WHAT THE EXERCISE ASKS:
Copy the data below verbatim, leaving no line out.

Stored data
▼

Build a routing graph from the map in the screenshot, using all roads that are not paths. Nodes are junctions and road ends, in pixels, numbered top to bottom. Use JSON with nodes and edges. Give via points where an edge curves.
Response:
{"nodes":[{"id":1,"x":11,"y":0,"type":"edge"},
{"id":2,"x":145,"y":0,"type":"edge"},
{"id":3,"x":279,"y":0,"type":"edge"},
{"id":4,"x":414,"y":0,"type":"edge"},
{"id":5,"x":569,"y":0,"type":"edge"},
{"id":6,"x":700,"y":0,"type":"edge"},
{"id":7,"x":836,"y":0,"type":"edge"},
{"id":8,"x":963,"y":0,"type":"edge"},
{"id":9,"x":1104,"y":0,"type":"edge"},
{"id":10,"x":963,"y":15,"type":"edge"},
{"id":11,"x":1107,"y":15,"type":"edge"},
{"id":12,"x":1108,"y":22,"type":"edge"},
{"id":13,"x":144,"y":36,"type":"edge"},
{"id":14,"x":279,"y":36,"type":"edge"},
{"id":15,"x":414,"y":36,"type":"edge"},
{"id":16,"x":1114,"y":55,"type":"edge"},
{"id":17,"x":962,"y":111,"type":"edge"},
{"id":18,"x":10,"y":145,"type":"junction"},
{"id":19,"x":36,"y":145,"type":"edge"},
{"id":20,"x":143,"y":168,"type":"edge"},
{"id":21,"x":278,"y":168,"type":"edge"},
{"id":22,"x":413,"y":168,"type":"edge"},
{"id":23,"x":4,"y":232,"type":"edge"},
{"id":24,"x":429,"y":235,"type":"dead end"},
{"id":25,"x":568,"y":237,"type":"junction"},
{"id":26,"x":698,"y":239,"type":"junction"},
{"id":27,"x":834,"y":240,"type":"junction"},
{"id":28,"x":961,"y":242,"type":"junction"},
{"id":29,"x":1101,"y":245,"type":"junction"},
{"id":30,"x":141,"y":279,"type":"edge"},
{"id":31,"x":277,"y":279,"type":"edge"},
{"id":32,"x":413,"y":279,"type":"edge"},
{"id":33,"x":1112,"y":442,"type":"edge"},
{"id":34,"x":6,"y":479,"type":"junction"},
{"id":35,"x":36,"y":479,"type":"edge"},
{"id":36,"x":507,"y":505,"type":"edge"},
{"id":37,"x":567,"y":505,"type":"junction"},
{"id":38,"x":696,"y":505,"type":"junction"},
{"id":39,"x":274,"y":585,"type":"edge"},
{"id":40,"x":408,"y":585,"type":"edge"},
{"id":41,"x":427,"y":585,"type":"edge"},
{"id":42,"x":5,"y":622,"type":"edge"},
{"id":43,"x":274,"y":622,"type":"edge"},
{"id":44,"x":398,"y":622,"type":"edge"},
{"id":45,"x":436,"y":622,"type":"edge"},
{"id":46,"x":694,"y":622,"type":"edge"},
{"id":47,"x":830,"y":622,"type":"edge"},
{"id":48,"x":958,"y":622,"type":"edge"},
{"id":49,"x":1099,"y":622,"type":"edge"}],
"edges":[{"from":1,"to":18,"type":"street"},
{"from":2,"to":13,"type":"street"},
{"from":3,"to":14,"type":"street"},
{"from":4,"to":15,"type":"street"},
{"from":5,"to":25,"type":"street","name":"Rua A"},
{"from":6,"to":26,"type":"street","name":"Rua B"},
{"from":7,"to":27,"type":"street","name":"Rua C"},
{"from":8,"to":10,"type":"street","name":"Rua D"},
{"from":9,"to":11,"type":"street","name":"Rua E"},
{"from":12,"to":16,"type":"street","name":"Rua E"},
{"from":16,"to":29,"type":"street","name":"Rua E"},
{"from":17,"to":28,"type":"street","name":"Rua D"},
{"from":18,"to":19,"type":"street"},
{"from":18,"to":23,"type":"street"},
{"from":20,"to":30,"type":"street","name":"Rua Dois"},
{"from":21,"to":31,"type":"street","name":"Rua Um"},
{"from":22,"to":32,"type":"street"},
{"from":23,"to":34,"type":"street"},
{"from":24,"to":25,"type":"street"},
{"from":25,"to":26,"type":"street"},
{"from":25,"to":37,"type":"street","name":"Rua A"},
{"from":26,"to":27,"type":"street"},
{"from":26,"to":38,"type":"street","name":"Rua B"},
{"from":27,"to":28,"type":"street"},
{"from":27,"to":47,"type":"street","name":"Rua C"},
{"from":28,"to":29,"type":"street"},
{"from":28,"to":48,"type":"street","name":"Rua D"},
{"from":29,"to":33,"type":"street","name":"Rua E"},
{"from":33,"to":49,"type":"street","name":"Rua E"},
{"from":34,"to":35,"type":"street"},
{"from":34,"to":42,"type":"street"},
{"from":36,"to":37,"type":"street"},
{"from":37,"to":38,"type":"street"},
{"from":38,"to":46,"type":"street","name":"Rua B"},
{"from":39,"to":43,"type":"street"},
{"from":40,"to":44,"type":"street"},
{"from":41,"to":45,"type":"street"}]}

▲

ANSWER BELOW:
Build a routing graph from the map in the screenshot, using all roads that are not paths. Nodes are junctions and road ends, in pixels, numbered top to bottom. Use JSON with nodes and edges. Give via points where an edge curves.
Response:
{"nodes":[{"id":1,"x":11,"y":0,"type":"edge"},
{"id":2,"x":145,"y":0,"type":"edge"},
{"id":3,"x":279,"y":0,"type":"edge"},
{"id":4,"x":414,"y":0,"type":"edge"},
{"id":5,"x":569,"y":0,"type":"edge"},
{"id":6,"x":700,"y":0,"type":"edge"},
{"id":7,"x":836,"y":0,"type":"edge"},
{"id":8,"x":963,"y":0,"type":"edge"},
{"id":9,"x":1104,"y":0,"type":"edge"},
{"id":10,"x":963,"y":15,"type":"edge"},
{"id":11,"x":1107,"y":15,"type":"edge"},
{"id":12,"x":1108,"y":22,"type":"edge"},
{"id":13,"x":144,"y":36,"type":"edge"},
{"id":14,"x":279,"y":36,"type":"edge"},
{"id":15,"x":414,"y":36,"type":"edge"},
{"id":16,"x":1114,"y":55,"type":"edge"},
{"id":17,"x":962,"y":111,"type":"edge"},
{"id":18,"x":10,"y":145,"type":"junction"},
{"id":19,"x":36,"y":145,"type":"edge"},
{"id":20,"x":143,"y":168,"type":"edge"},
{"id":21,"x":278,"y":168,"type":"edge"},
{"id":22,"x":413,"y":168,"type":"edge"},
{"id":23,"x":4,"y":232,"type":"edge"},
{"id":24,"x":429,"y":235,"type":"dead end"},
{"id":25,"x":568,"y":237,"type":"junction"},
{"id":26,"x":698,"y":239,"type":"junction"},
{"id":27,"x":834,"y":240,"type":"junction"},
{"id":28,"x":961,"y":242,"type":"junction"},
{"id":29,"x":1101,"y":245,"type":"junction"},
{"id":30,"x":141,"y":279,"type":"edge"},
{"id":31,"x":277,"y":279,"type":"edge"},
{"id":32,"x":413,"y":279,"type":"edge"},
{"id":33,"x":1112,"y":442,"type":"edge"},
{"id":34,"x":6,"y":479,"type":"junction"},
{"id":35,"x":36,"y":479,"type":"edge"},
{"id":36,"x":507,"y":505,"type":"edge"},
{"id":37,"x":567,"y":505,"type":"junction"},
{"id":38,"x":696,"y":505,"type":"junction"},
{"id":39,"x":274,"y":585,"type":"edge"},
{"id":40,"x":408,"y":585,"type":"edge"},
{"id":41,"x":427,"y":585,"type":"edge"},
{"id":42,"x":5,"y":622,"type":"edge"},
{"id":43,"x":274,"y":622,"type":"edge"},
{"id":44,"x":398,"y":622,"type":"edge"},
{"id":45,"x":436,"y":622,"type":"edge"},
{"id":46,"x":694,"y":622,"type":"edge"},
{"id":47,"x":830,"y":622,"type":"edge"},
{"id":48,"x":958,"y":622,"type":"edge"},
{"id":49,"x":1099,"y":622,"type":"edge"}],
"edges":[{"from":1,"to":18,"type":"street"},
{"from":2,"to":13,"type":"street"},
{"from":3,"to":14,"type":"street"},
{"from":4,"to":15,"type":"street"},
{"from":5,"to":25,"type":"street","name":"Rua A"},
{"from":6,"to":26,"type":"street","name":"Rua B"},
{"from":7,"to":27,"type":"street","name":"Rua C"},
{"from":8,"to":10,"type":"street","name":"Rua D"},
{"from":9,"to":11,"type":"street","name":"Rua E"},
{"from":12,"to":16,"type":"street","name":"Rua E"},
{"from":16,"to":29,"type":"street","name":"Rua E"},
{"from":17,"to":28,"type":"street","name":"Rua D"},
{"from":18,"to":19,"type":"street"},
{"from":18,"to":23,"type":"street"},
{"from":20,"to":30,"type":"street","name":"Rua Dois"},
{"from":21,"to":31,"type":"street","name":"Rua Um"},
{"from":22,"to":32,"type":"street"},
{"from":23,"to":34,"type":"street"},
{"from":24,"to":25,"type":"street"},
{"from":25,"to":26,"type":"street"},
{"from":25,"to":37,"type":"street","name":"Rua A"},
{"from":26,"to":27,"type":"street"},
{"from":26,"to":38,"type":"street","name":"Rua B"},
{"from":27,"to":28,"type":"street"},
{"from":27,"to":47,"type":"street","name":"Rua C"},
{"from":28,"to":29,"type":"street"},
{"from":28,"to":48,"type":"street","name":"Rua D"},
{"from":29,"to":33,"type":"street","name":"Rua E"},
{"from":33,"to":49,"type":"street","name":"Rua E"},
{"from":34,"to":35,"type":"street"},
{"from":34,"to":42,"type":"street"},
{"from":36,"to":37,"type":"street"},
{"from":37,"to":38,"type":"street"},
{"from":38,"to":46,"type":"street","name":"Rua B"},
{"from":39,"to":43,"type":"street"},
{"from":40,"to":44,"type":"street"},
{"from":41,"to":45,"type":"street"}]}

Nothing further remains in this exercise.